### TASK:
Your task is to copy every line of the entries that holds the word "MALL".
■ ■ ■ ■ ■
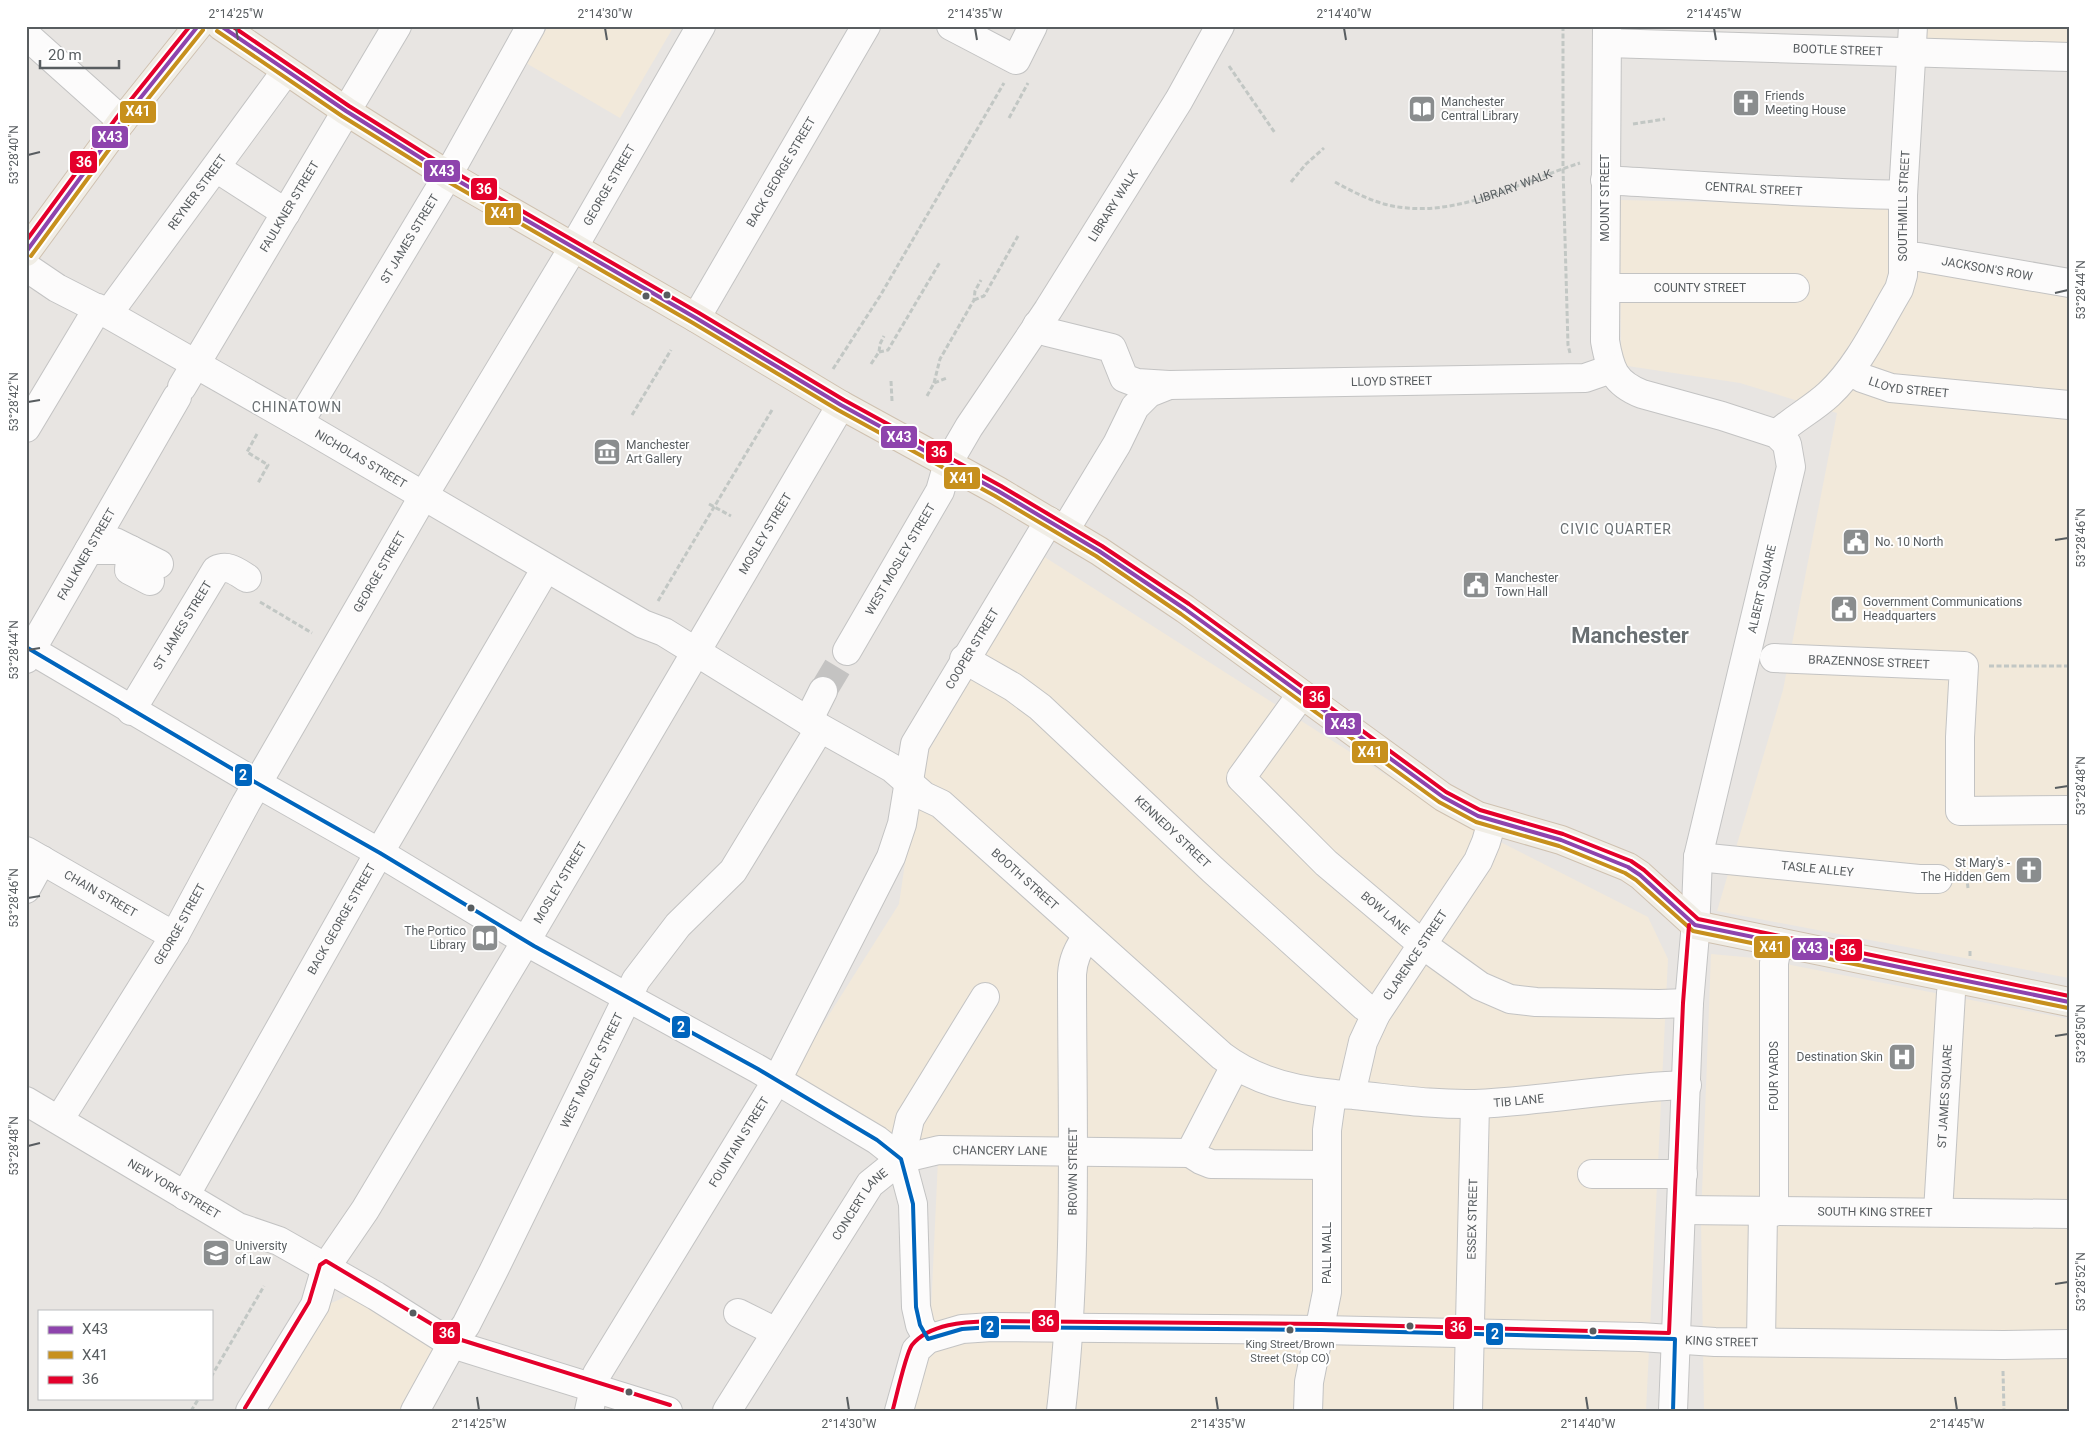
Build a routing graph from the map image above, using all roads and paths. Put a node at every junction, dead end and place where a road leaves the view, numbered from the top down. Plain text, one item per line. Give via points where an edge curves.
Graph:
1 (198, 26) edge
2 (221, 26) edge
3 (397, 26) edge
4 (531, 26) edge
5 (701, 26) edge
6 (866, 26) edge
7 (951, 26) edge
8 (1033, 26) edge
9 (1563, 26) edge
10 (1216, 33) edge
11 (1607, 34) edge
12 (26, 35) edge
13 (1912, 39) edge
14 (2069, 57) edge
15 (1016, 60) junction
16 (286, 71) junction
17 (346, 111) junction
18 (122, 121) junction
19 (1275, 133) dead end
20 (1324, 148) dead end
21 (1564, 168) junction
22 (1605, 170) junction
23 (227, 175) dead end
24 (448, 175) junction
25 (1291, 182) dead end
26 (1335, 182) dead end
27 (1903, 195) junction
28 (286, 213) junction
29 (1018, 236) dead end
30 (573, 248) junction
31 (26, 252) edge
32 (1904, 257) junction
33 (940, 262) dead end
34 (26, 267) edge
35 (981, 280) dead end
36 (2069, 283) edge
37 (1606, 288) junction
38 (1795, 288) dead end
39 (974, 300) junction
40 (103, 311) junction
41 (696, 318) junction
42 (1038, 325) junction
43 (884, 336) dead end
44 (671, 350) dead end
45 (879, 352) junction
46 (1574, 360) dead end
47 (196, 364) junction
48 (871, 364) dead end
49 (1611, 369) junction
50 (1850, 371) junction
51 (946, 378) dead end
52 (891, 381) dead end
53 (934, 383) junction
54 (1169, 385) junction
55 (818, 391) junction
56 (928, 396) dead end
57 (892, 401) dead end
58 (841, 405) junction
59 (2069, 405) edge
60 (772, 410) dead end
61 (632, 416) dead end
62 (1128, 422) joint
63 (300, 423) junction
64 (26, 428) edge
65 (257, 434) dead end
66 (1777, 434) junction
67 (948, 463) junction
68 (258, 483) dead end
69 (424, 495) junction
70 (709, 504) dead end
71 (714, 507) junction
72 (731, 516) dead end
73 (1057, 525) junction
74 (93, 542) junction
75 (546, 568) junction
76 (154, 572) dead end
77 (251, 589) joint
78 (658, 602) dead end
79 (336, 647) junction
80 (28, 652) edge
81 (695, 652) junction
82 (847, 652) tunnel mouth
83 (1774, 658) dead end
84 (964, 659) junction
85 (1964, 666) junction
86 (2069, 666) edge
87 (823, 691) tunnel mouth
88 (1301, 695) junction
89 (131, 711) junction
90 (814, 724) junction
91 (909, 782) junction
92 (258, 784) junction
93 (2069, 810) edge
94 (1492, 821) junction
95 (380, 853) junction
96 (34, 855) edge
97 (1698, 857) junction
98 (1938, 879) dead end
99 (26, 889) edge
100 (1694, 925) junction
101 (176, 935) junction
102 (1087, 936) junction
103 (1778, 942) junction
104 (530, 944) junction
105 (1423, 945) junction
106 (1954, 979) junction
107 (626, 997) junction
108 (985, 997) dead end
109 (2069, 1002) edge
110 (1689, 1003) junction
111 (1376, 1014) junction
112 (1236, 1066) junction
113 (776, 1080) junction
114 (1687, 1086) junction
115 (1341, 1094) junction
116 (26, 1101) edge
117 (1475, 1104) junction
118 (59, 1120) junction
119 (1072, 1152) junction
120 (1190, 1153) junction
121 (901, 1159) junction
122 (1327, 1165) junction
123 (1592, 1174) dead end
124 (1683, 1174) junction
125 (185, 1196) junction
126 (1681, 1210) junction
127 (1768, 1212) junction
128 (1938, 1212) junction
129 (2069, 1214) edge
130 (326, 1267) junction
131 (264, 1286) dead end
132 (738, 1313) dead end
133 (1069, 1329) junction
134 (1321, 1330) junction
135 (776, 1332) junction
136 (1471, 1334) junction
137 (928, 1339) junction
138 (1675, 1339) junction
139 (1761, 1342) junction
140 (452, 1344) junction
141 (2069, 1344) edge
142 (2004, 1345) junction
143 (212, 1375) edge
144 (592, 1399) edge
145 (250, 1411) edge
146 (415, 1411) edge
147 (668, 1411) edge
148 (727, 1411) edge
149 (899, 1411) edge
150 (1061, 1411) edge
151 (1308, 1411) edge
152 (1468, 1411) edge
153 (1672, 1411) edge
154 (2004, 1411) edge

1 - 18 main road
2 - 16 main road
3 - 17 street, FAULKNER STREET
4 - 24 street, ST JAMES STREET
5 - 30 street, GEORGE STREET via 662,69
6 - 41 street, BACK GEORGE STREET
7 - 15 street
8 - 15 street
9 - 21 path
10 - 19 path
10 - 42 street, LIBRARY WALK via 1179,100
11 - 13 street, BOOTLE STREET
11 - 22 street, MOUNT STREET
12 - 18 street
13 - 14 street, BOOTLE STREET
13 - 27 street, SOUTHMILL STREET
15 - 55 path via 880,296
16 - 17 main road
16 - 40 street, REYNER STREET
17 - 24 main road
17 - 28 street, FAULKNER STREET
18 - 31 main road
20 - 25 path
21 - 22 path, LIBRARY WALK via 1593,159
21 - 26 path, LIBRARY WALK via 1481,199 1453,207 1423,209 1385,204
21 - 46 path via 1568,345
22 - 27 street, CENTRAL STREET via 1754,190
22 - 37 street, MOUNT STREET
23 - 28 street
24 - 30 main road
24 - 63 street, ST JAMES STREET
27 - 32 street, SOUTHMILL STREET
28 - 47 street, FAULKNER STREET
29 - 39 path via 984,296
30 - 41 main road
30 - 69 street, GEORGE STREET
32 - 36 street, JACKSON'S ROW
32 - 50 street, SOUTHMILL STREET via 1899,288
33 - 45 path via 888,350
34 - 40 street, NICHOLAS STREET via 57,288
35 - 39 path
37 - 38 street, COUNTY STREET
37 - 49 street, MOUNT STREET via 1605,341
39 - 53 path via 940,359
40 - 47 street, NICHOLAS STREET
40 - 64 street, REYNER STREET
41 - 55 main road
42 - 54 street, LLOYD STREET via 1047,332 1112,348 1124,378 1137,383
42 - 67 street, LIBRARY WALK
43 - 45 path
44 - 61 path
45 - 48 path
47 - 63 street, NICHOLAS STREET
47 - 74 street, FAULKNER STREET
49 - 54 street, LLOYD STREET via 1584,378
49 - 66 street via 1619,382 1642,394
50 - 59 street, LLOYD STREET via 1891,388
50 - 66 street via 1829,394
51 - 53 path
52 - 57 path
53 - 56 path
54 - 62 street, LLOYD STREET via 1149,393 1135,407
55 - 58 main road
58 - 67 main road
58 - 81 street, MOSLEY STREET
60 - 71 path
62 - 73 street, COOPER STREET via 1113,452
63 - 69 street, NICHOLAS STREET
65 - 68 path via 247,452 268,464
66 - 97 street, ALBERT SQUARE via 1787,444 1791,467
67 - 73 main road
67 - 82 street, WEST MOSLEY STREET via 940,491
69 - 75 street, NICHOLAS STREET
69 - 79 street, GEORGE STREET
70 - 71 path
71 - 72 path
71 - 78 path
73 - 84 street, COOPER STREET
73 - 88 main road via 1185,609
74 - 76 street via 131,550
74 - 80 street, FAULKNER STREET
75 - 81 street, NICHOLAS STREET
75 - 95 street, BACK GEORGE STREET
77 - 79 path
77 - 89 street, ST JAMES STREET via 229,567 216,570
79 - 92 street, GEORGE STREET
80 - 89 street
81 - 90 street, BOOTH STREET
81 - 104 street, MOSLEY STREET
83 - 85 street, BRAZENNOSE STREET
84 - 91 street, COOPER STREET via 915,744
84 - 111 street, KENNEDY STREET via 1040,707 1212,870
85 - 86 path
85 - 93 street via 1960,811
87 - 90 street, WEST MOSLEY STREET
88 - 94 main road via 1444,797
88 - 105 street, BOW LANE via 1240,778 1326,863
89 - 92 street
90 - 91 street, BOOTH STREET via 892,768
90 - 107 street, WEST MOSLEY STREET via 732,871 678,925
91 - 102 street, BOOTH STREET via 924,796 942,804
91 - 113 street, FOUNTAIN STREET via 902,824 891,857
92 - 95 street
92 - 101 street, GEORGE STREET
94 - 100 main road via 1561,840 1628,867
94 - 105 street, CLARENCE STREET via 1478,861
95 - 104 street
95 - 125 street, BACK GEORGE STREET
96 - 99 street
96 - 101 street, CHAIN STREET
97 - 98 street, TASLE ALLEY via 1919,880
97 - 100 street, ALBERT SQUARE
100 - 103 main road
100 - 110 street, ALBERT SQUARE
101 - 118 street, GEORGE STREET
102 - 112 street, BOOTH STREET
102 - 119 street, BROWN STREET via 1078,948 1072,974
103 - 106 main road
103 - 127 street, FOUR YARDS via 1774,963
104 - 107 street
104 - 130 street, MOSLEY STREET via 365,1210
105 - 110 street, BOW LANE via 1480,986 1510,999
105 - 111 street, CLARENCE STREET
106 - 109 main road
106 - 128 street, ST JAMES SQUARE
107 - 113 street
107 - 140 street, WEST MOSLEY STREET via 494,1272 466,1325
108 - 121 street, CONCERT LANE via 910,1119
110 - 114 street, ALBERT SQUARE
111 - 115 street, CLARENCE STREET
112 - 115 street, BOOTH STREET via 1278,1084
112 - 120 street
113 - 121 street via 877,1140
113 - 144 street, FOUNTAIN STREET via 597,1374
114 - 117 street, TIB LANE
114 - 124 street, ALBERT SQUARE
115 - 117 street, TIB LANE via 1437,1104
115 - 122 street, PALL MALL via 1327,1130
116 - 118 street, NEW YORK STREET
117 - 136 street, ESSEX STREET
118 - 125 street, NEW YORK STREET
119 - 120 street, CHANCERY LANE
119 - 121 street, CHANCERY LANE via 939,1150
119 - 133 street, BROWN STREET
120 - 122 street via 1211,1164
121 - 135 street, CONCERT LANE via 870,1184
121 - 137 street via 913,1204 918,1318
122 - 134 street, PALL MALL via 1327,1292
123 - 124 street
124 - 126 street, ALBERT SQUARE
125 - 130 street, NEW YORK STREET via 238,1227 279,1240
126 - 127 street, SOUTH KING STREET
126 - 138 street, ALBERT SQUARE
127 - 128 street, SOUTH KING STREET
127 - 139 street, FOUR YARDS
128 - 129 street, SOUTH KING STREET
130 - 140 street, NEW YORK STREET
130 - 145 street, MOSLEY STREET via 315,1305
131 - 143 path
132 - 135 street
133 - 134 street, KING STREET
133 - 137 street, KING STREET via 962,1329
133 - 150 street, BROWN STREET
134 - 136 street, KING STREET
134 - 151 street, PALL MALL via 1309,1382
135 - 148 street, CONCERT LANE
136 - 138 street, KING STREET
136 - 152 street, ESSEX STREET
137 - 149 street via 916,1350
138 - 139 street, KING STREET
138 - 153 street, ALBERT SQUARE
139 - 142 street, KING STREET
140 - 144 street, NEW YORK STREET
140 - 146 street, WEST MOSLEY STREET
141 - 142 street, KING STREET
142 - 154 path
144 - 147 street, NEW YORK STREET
■ ■ ■ ■ ■
### OUTPUT OF THE TASK:
115 - 122 street, PALL MALL via 1327,1130
122 - 134 street, PALL MALL via 1327,1292
134 - 151 street, PALL MALL via 1309,1382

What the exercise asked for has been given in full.